Allow or check overwriting of build-in token types
BNFC passes this
EId. Expr ::= Ident;
EAdd. Expr ::= Expr "+" Expr;
token Ident (letter (letter)*);
but it fails in the Haskell backend:
happy -gca Ident/Par.y
Ident/Par.y: 25: multiple use of 'L_ident'
Ident/Par.y: 27: multiple use of 'L_ident'
Ident/Par.y: multiple use of 'L_ident'
Ident/Par.y: multiple use of 'L_ident'
Ideally, token Ident ... should overwrite the built-in definition of Ident.
At least, there should be an error message from bnfc.
I started to work on this towards allowing the overwrite, but I realized I will have to modify every single backend for this. :(
(I expected the implementation of bnfc to be a bit more modular...)
Yes. Right now each backend adds its own hard-coded definition for the built-in token types.
I think the right way to fix this is to add the built-in token categories to the CF object that is then passed to the backend. Once the lbnf file has been parsed, we should add the built-in token types that are 1) used in the grammar and 2) not defined by the user.
if you look in src/BNFC/Lexing.ht the regular expressions for each of the built-in tokens are defined there.
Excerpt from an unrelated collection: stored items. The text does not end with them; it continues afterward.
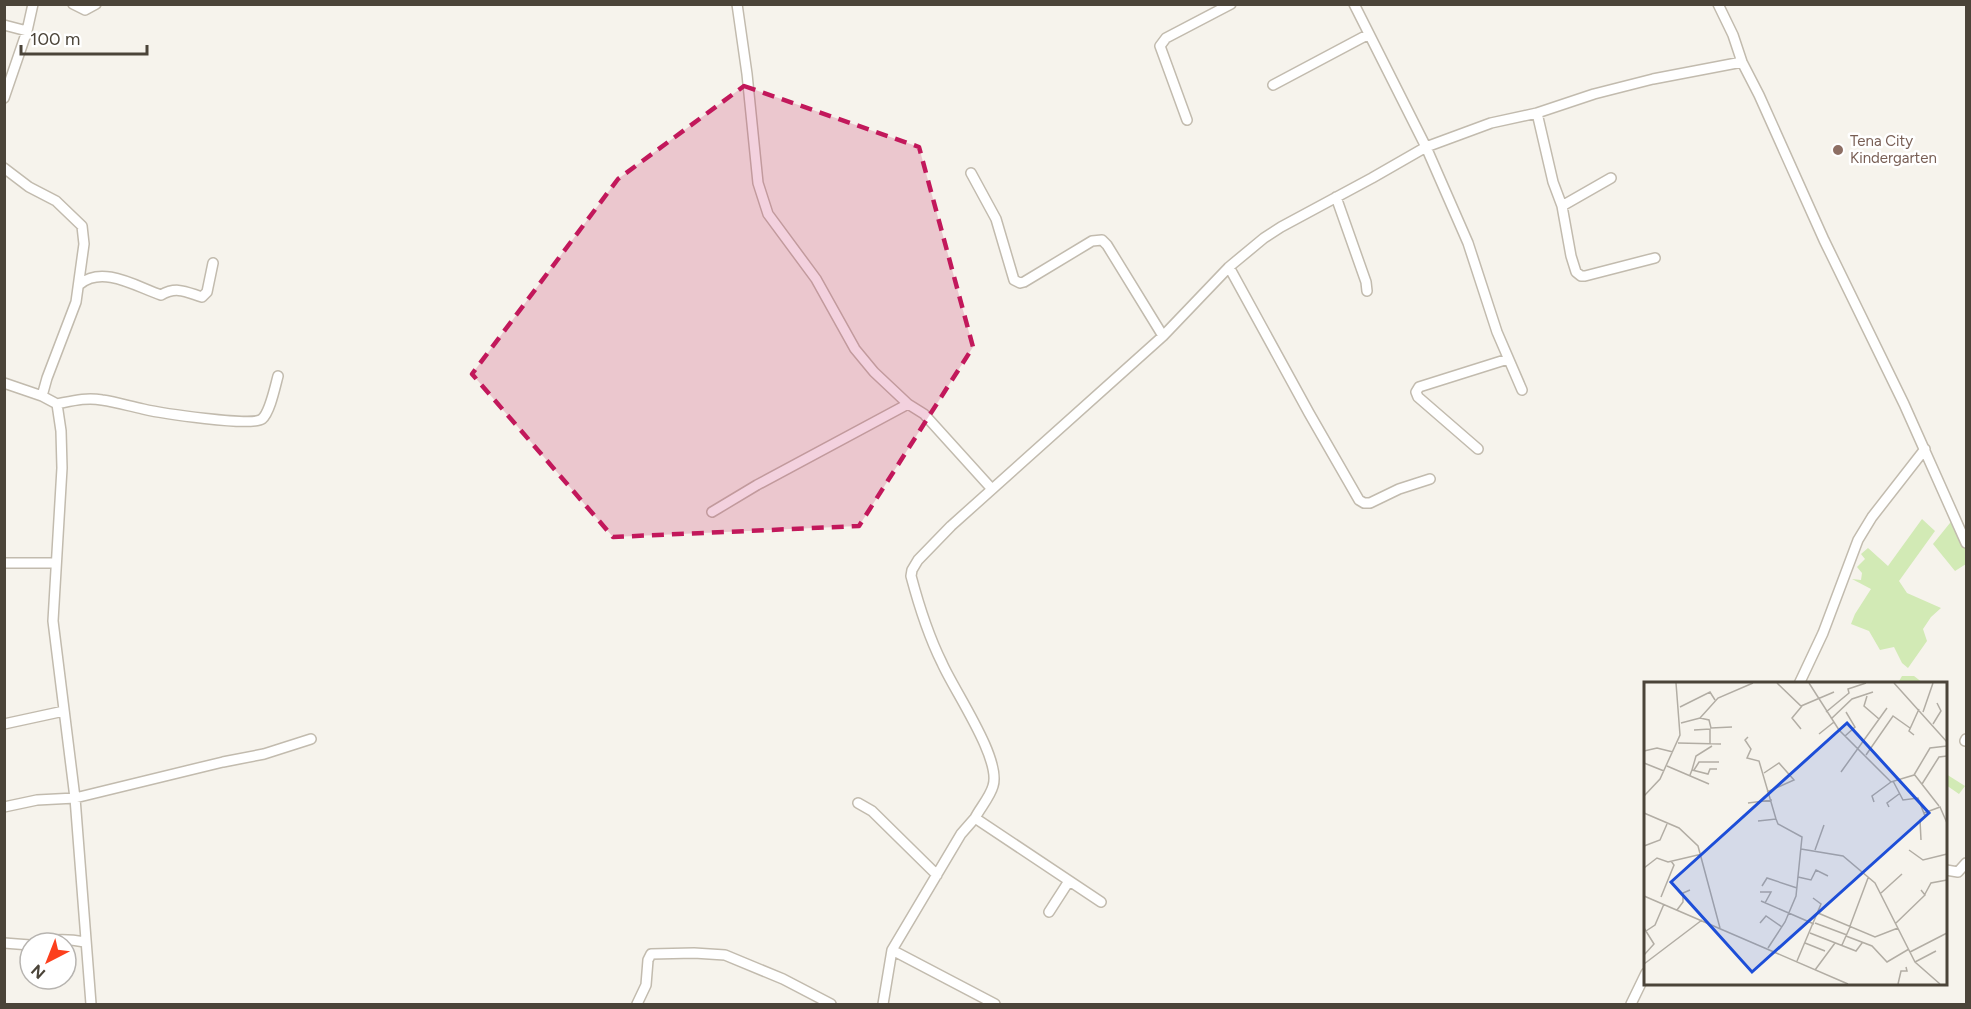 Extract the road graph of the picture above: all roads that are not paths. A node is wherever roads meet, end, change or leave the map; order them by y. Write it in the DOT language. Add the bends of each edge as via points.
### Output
graph roads {
  1 [pos="33,4"];
  2 [pos="73,4"];
  3 [pos="96,4"];
  4 [pos="737,4"];
  5 [pos="1232,4"];
  6 [pos="1354,4"];
  7 [pos="1718,4"];
  8 [pos="4,25"];
  9 [pos="27,31"];
  10 [pos="1368,34"];
  11 [pos="1742,62"];
  12 [pos="1272,85"];
  13 [pos="4,98"];
  14 [pos="1537,113"];
  15 [pos="1187,120"];
  16 [pos="1426,147"];
  17 [pos="4,168"];
  18 [pos="971,173"];
  19 [pos="1611,178"];
  20 [pos="1336,197"];
  21 [pos="1562,206"];
  22 [pos="1655,258"];
  23 [pos="213,263"];
  24 [pos="1229,267"];
  25 [pos="80,284"];
  26 [pos="1367,291"];
  27 [pos="1163,336"];
  28 [pos="1508,359"];
  29 [pos="278,376"];
  30 [pos="4,383"];
  31 [pos="1522,390"];
  32 [pos="42,396"];
  33 [pos="57,404"];
  34 [pos="908,404"];
  35 [pos="1478,449"];
  36 [pos="1925,449"];
  37 [pos="1430,479"];
  38 [pos="991,488"];
  39 [pos="712,512"];
  40 [pos="1966,543"];
  41 [pos="4,563"];
  42 [pos="56,563"];
  43 [pos="1800,682"];
  44 [pos="64,711"];
  45 [pos="4,724"];
  46 [pos="311,739"];
  47 [pos="75,798"];
  48 [pos="858,802"];
  49 [pos="4,807"];
  50 [pos="975,819"];
  51 [pos="1966,863"];
  52 [pos="1947,870"];
  53 [pos="937,875"];
  54 [pos="1069,881"];
  55 [pos="1101,902"];
  56 [pos="1049,912"];
  57 [pos="78,941"];
  58 [pos="86,942"];
  59 [pos="892,950"];
  60 [pos="1644,977"];
  61 [pos="91,1005"];
  62 [pos="638,1005"];
  63 [pos="831,1005"];
  64 [pos="883,1005"];
  65 [pos="995,1005"];
  66 [pos="1631,1005"];
  1 -- 9 [label="street"];
  2 -- 3 [label="street" via="85,10"];
  4 -- 34 [label="street" via="758,183 768,214 816,279 855,349"];
  5 -- 15 [label="street" via="1166,38 1160,46"];
  6 -- 10 [label="street"];
  7 -- 11 [label="street"];
  8 -- 9 [label="street"];
  9 -- 13 [label="street"];
  10 -- 12 [label="street"];
  10 -- 16 [label="street"];
  11 -- 14 [label="street" via="1623,86"];
  11 -- 36 [label="street"];
  14 -- 16 [label="street" via="1491,123"];
  14 -- 21 [label="street"];
  16 -- 20 [label="street"];
  16 -- 28 [label="street" via="1468,243"];
  17 -- 25 [label="street" via="56,201 82,226"];
  18 -- 27 [label="street" via="996,219 1014,280 1024,282 1092,241 1102,240"];
  19 -- 21 [label="street"];
  20 -- 24 [label="street" via="1281,226"];
  20 -- 26 [label="street"];
  21 -- 22 [label="street" via="1571,256 1581,276"];
  23 -- 25 [label="street" via="207,292 202,297 180,290 161,295 118,278 94,277"];
  24 -- 27 [label="street"];
  24 -- 37 [label="street" via="1359,500 1370,502"];
  25 -- 32 [label="street"];
  27 -- 38 [label="street"];
  28 -- 31 [label="street"];
  28 -- 35 [label="street" via="1419,387 1416,392"];
  29 -- 33 [label="street" via="272,400 258,421 240,423 172,414 101,399"];
  30 -- 32 [label="street"];
  32 -- 33 [label="street"];
  33 -- 42 [label="street" via="62,468"];
  34 -- 38 [label="street" via="924,414"];
  34 -- 39 [label="street"];
  36 -- 40 [label="street"];
  36 -- 43 [label="street" via="1858,540"];
  38 -- 50 [label="street" via="918,560 911,576 942,664 972,717 992,768 993,787"];
  41 -- 42 [label="street"];
  42 -- 44 [label="street" via="53,621"];
  44 -- 45 [label="street"];
  44 -- 47 [label="street"];
  46 -- 47 [label="street" via="264,754"];
  47 -- 49 [label="street"];
  47 -- 58 [label="street"];
  48 -- 53 [label="street"];
  50 -- 53 [label="street" via="961,834"];
  50 -- 54 [label="street"];
  51 -- 52 [label="street" via="1958,872"];
  53 -- 59 [label="street"];
  54 -- 55 [label="street"];
  54 -- 56 [label="street"];
  57 -- 58 [label="street"];
  58 -- 61 [label="street"];
  59 -- 64 [label="street"];
  59 -- 65 [label="street"];
  60 -- 66 [label="street"];
  62 -- 63 [label="street" via="651,954 694,953 734,958"];
}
What's left is to add them to the cf value in GetCF and remove the hard coded values from the different backends (but GetCF being a bit of a mess that might not be the easiest job :confused:)
The good thing is that now that there is a big regression test suite, changing all the backends is a bit less scarry than it used to be...
I assigned this issue to you since you said you started working on this. :+1:
Ok, I will have a go at it. I already changed Lexing.hs, but then I have to do the refactoring so that this change is picked up by the backends.
This issue gets more weight by problems such as https://github.com/BNFC/bnfc/issues/302#issuecomment-720151556 .